*** Records for the task ***

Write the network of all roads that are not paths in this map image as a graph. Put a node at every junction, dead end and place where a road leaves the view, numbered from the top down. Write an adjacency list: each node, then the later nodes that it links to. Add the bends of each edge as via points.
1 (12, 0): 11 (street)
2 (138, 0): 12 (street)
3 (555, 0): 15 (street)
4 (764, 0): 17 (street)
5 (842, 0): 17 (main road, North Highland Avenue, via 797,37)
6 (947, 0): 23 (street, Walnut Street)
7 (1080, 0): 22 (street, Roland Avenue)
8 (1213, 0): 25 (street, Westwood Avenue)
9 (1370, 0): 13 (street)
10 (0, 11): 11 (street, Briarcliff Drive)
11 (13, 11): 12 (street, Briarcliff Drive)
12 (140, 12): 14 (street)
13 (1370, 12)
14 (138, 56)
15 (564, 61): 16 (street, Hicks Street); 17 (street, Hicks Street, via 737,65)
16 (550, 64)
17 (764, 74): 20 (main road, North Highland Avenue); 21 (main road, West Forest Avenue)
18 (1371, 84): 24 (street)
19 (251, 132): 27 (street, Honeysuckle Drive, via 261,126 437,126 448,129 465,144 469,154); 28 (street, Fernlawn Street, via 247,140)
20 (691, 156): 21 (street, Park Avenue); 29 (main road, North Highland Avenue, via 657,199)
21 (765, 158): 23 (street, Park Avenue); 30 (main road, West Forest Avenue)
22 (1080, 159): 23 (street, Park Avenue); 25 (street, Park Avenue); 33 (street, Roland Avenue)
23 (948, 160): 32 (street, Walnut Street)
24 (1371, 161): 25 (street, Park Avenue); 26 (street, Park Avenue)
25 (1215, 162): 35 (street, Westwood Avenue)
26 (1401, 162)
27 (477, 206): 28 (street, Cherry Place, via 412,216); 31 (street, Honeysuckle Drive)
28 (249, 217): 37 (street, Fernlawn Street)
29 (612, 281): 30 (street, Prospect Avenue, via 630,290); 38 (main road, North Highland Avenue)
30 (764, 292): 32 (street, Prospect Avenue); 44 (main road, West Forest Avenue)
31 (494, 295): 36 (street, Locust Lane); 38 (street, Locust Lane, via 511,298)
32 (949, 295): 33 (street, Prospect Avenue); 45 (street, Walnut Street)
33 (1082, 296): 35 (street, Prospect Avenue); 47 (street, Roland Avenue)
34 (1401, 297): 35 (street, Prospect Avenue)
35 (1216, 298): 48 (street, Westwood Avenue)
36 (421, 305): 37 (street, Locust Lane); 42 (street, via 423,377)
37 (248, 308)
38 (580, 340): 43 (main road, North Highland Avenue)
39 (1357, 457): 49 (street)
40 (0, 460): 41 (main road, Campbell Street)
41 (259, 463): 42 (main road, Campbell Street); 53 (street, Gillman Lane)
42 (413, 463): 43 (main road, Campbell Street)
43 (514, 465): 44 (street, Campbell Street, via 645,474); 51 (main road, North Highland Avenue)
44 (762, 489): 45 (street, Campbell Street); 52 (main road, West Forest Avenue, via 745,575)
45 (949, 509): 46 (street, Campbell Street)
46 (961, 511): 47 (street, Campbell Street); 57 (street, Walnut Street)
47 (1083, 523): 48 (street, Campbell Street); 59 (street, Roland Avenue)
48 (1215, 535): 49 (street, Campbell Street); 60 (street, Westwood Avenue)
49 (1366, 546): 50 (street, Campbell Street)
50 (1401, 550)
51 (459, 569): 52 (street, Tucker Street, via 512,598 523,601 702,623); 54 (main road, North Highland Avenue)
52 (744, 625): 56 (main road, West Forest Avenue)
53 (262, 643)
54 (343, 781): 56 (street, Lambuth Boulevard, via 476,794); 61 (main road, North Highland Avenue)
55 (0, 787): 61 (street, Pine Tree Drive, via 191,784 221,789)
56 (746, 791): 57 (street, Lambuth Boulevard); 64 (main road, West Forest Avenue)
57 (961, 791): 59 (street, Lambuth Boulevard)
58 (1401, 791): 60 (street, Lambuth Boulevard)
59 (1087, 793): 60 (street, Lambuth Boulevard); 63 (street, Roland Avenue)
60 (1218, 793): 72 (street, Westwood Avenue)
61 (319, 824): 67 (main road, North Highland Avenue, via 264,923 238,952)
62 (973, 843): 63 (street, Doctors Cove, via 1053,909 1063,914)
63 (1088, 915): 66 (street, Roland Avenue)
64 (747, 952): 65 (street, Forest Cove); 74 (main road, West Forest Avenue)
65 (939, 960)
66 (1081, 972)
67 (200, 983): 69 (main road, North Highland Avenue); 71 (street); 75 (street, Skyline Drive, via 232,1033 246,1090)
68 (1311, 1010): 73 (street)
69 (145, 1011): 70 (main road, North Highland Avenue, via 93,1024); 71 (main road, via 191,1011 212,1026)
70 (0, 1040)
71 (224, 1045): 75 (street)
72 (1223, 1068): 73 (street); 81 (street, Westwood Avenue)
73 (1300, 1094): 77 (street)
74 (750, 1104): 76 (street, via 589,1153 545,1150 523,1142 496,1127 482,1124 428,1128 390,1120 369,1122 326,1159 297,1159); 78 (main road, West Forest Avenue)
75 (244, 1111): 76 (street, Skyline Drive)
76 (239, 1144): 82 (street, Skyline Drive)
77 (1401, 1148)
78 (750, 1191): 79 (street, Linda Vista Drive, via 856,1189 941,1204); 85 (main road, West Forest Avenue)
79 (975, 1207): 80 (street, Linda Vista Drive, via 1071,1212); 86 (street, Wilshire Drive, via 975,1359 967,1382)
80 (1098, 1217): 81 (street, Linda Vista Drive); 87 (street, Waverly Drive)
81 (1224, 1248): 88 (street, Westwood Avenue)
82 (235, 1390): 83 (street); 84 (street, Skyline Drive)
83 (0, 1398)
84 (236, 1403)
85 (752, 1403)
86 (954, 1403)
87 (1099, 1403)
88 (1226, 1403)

*** End of Records for the task ***

* Requirement *
Where a line above contains the string "Prospect", copy that line.

* Answer to the problem *
29 (612, 281): 30 (street, Prospect Avenue, via 630,290); 38 (main road, North Highland Avenue)
30 (764, 292): 32 (street, Prospect Avenue); 44 (main road, West Forest Avenue)
32 (949, 295): 33 (street, Prospect Avenue); 45 (street, Walnut Street)
33 (1082, 296): 35 (street, Prospect Avenue); 47 (street, Roland Avenue)
34 (1401, 297): 35 (street, Prospect Avenue)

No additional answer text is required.